In that sphere, What Are Journalists For? accomplishes multiple tasks with grace and smoothness, authoritatively outlining public journalism's origins, ideological context and uncertainties. Rosen first describes how public journalism, as currently conceived, emerged around 1989 from converging worries of communications theorists about the "depressed civic climate"--the decline of our deliberative public space--and those of press leaders such as Knight-Ridder's James Batten over newspapers' decline in circulation and their connection to readers. (In the case of some papers, the former had dropped from 80 percent to 55 percent penetration of local households.)

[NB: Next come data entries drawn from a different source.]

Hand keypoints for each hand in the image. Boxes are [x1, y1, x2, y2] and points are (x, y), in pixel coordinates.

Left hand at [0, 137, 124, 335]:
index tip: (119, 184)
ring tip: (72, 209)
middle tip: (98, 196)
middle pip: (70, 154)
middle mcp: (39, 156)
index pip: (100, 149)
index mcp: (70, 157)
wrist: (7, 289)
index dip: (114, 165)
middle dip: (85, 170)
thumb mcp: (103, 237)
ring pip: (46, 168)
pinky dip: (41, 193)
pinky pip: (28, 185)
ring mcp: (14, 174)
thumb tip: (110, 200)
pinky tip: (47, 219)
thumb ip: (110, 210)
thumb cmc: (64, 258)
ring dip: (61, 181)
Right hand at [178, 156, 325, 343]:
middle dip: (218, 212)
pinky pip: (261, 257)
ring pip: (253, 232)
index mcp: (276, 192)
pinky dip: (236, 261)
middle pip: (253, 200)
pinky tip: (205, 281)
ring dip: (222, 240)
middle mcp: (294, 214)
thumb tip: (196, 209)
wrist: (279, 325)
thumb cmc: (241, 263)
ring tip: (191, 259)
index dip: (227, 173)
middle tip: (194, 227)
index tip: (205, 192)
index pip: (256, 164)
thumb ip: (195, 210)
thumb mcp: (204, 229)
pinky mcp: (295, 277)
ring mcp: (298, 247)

Wichita Eagle editor Davis Merritt, an early activist in the movement, saw a need for papers to emphasize citizens' perspectives on issues, not the mechanics of campaign process favored by political operatives. The Washington Post's David Broder bemoaned the poverty of political reporting, and Rosen himself grew fascinated with the leadership of Georgia's Columbus Ledger-Enquirer, which galvanized citizens of its town into meetings and formation of a citizens' group, United Beyond 2000, that strategized about the town's future.
Rosen next places those early palpitations of public journalism within the growing academic interest at the time in issues of public deliberation, and he elaborates on the views of important theorists of communication like Dewey, Lippmann, Habermas and James Carey. In some ways, Rosen argues, public journalism recapitulates the twenties debate between Dewey and Lippmann over whether the public (Dewey's choice) or experts (Lippmann's) should run democracy. Here, Rosen tends to align journalists and readers with Dewey's and Lippmann's models rather than analyze the fit. In any event, public journalism began to jell within a few years, and Rosen spends several chapters reporting the experiences of seven newspapers that attempted to practice it.
Examples include the Dayton Daily News taking charge of local debates on plant closings; the Akron Beacon Journal following a yearlong series devoted to citizen opinion on race with a regional planning organization called Coming Together; the San Jose Mercury News's decision to supplement editorials with public forums and discussion guides; the Colorado Springs Gazette's move to make its reporters engage in "public listening" and its editors frame stories from a number of perspectives; and the Norfolk Virginian-Pilot's whole-hog "intellectual journey" into public journalism.